I am risk on all the time. I’m not afraid.

It was a $1 billion credit line, and I’m sitting with the CEO of the bank. I’m like, I want $1-2 billion of credit, I might do whatever I want with it, I’ll secure it against my [personal assets]. Let’s go.

Now, when somebody asks for that amount of money, you get a meeting. As you can imagine. But I’m the same person that, two weeks earlier, applied on that same bank’s website, for a credit card, because I needed to give it to our au pair. And so, that was a $500 credit decision.

It’s the same institution, one is high touch, one is automated decision making. And my takeaway from that process was, well isn’t that how venture should also work?
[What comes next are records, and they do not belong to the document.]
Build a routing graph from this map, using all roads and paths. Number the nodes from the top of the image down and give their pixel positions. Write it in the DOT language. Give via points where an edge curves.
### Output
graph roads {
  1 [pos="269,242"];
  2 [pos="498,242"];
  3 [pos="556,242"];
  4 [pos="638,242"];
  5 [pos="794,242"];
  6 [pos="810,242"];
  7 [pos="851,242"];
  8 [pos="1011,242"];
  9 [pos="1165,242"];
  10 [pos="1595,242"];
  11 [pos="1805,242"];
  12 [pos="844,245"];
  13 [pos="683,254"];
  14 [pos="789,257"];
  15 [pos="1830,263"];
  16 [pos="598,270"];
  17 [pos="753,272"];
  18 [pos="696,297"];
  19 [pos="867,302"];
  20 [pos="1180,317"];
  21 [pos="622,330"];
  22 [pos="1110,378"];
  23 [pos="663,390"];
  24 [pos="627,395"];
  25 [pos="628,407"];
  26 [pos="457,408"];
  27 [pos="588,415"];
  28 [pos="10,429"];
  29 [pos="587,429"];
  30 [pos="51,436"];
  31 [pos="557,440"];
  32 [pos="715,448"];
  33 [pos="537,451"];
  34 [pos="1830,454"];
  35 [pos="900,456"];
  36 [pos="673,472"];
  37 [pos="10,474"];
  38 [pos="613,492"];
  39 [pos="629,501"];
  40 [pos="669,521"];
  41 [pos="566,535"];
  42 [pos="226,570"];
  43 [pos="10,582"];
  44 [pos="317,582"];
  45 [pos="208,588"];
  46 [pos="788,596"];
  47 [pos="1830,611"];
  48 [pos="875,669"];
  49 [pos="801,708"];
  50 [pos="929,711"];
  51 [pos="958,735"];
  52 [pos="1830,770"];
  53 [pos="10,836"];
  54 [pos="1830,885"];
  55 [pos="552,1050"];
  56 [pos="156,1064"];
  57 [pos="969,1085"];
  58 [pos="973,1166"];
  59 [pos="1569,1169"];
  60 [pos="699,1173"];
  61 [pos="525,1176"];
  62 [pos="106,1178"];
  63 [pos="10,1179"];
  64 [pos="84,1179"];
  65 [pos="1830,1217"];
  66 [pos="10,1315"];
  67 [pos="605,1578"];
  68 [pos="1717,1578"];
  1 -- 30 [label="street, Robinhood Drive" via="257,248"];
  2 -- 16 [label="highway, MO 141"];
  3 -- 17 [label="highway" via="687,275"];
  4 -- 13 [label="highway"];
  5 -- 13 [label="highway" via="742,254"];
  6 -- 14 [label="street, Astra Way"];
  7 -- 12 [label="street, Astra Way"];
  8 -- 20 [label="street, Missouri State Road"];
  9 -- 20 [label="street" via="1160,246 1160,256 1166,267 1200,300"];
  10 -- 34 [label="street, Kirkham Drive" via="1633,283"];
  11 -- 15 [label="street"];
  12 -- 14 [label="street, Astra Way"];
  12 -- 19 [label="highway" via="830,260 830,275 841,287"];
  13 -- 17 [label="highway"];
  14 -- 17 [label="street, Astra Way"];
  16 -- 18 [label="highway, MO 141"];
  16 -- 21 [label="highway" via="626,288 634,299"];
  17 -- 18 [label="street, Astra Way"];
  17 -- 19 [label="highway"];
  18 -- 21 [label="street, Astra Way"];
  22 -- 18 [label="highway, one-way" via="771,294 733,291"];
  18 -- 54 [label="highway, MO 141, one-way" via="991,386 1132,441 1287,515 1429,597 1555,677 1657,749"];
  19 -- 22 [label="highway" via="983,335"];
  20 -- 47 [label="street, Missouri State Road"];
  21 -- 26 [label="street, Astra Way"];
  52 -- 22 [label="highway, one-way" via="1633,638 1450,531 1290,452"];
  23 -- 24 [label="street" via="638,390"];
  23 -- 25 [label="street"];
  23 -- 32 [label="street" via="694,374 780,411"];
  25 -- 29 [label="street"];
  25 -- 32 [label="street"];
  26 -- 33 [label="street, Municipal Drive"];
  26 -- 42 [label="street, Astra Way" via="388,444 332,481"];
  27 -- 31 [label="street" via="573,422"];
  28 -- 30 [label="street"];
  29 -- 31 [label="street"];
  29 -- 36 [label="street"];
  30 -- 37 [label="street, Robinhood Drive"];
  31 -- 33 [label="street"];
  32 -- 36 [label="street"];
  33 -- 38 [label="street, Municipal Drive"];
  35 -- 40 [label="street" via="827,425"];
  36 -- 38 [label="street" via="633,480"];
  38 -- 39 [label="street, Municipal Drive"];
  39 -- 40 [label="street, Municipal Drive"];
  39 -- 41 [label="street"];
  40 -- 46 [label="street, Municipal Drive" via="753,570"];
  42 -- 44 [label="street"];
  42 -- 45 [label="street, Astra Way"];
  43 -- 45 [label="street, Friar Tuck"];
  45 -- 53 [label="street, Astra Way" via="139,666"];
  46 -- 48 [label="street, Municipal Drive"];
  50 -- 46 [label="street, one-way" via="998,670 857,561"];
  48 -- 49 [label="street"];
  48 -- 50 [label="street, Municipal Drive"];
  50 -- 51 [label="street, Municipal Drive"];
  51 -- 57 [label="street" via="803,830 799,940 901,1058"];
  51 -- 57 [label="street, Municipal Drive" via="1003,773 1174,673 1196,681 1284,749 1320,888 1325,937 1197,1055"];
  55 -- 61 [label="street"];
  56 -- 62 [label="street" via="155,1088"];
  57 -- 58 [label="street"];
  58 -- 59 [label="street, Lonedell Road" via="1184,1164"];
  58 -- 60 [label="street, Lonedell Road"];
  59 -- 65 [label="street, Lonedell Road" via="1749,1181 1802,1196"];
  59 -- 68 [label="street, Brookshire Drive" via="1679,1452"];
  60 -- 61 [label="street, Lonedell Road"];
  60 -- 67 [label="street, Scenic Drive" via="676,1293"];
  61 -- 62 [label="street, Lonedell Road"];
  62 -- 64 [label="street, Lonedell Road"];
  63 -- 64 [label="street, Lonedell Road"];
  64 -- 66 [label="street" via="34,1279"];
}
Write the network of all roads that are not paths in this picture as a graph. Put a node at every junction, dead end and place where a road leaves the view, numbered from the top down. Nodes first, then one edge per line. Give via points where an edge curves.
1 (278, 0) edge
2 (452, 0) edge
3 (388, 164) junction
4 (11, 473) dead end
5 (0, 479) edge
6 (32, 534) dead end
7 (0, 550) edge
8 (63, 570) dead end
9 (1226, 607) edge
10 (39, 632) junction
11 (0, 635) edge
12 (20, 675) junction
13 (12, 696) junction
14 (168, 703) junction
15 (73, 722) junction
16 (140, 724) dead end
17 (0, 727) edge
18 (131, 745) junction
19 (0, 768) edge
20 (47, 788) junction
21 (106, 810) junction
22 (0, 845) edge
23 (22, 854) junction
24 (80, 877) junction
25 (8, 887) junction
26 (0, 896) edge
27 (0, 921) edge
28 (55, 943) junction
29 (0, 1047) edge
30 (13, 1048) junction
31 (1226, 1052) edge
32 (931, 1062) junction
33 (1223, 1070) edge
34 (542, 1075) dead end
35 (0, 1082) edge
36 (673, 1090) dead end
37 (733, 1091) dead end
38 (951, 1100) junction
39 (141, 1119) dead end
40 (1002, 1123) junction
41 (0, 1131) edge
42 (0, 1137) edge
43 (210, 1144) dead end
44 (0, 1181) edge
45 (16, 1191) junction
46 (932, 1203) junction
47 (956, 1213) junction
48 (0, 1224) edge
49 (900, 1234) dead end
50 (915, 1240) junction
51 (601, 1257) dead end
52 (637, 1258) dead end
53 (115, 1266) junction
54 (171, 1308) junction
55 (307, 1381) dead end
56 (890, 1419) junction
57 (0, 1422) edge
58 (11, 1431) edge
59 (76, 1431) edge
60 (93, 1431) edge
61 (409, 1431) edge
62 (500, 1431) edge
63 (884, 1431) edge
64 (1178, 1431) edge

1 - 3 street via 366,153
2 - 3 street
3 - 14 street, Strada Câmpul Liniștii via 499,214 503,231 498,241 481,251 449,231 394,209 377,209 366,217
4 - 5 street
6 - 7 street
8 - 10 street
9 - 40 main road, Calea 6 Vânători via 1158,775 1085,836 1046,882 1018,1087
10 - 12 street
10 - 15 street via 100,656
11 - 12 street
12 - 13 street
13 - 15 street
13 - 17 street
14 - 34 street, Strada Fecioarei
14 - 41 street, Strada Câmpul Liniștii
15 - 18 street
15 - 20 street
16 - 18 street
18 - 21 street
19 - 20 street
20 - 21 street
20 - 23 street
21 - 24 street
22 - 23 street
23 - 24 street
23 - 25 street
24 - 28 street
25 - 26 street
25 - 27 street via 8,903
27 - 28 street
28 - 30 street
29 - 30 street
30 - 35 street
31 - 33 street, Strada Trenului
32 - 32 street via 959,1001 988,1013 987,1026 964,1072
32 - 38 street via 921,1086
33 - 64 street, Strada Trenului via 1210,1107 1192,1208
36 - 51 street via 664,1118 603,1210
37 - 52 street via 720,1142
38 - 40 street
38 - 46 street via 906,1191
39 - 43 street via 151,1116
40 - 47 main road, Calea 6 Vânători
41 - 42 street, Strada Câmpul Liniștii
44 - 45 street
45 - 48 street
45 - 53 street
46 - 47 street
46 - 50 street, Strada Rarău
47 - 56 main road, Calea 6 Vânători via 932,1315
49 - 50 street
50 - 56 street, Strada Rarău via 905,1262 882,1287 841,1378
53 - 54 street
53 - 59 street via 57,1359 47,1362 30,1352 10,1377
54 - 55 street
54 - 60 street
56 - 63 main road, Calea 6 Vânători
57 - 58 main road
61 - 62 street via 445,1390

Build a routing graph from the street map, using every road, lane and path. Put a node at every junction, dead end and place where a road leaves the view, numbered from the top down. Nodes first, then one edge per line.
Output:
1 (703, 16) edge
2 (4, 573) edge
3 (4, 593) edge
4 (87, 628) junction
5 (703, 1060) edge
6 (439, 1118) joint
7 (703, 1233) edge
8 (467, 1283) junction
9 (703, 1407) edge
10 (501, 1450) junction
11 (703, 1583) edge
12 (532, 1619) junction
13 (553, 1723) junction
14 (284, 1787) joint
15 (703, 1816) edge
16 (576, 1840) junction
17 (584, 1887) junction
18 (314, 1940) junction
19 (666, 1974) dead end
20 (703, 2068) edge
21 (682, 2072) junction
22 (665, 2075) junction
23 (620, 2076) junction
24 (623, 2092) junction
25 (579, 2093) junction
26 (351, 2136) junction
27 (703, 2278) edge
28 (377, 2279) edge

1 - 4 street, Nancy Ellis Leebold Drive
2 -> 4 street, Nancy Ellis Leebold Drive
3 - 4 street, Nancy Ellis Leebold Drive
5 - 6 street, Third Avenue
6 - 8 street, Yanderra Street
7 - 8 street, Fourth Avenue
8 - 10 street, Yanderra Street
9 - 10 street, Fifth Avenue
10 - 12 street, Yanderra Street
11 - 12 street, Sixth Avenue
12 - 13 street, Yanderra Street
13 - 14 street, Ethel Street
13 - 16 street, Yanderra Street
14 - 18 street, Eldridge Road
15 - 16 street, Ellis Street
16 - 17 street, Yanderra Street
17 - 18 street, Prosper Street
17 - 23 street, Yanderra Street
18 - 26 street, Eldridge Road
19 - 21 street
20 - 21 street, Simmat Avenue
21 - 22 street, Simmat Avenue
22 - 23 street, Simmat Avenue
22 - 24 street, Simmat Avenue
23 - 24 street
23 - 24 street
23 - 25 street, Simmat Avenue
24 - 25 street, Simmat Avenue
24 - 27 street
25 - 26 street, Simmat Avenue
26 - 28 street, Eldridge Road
When you want to raise a $10-15 million Series A, of course we want to spend an enormous amount of time with you, get to know you intimately well, forge a relationship, and work together.

But if you’re odd around the world or you can’t necessarily get into the United States, but you’re starting something that’s vibrant and it’s working, why shouldn’t you be able to describe your business in a really logical, honest way? Numerically, and have people be able to back you and support you?

The way that we think about this service, which we call “Capital-as-a-Service,” is an automated compliment to everything that we do that is our high touch business. And our high touch business will always be the center, it’ll always be the heartbeat. We have a group of eight people, by the way, half men half women, I mean kick-ass team; they fucking rock.

And then we have this other business now, which is, “Hey, if you’re anywhere in the world, 24/7/365, and you want money to move your business forward, just fill out the form, and we promise to get back to you right away.” In a lot of the cases, we’re able to say yes.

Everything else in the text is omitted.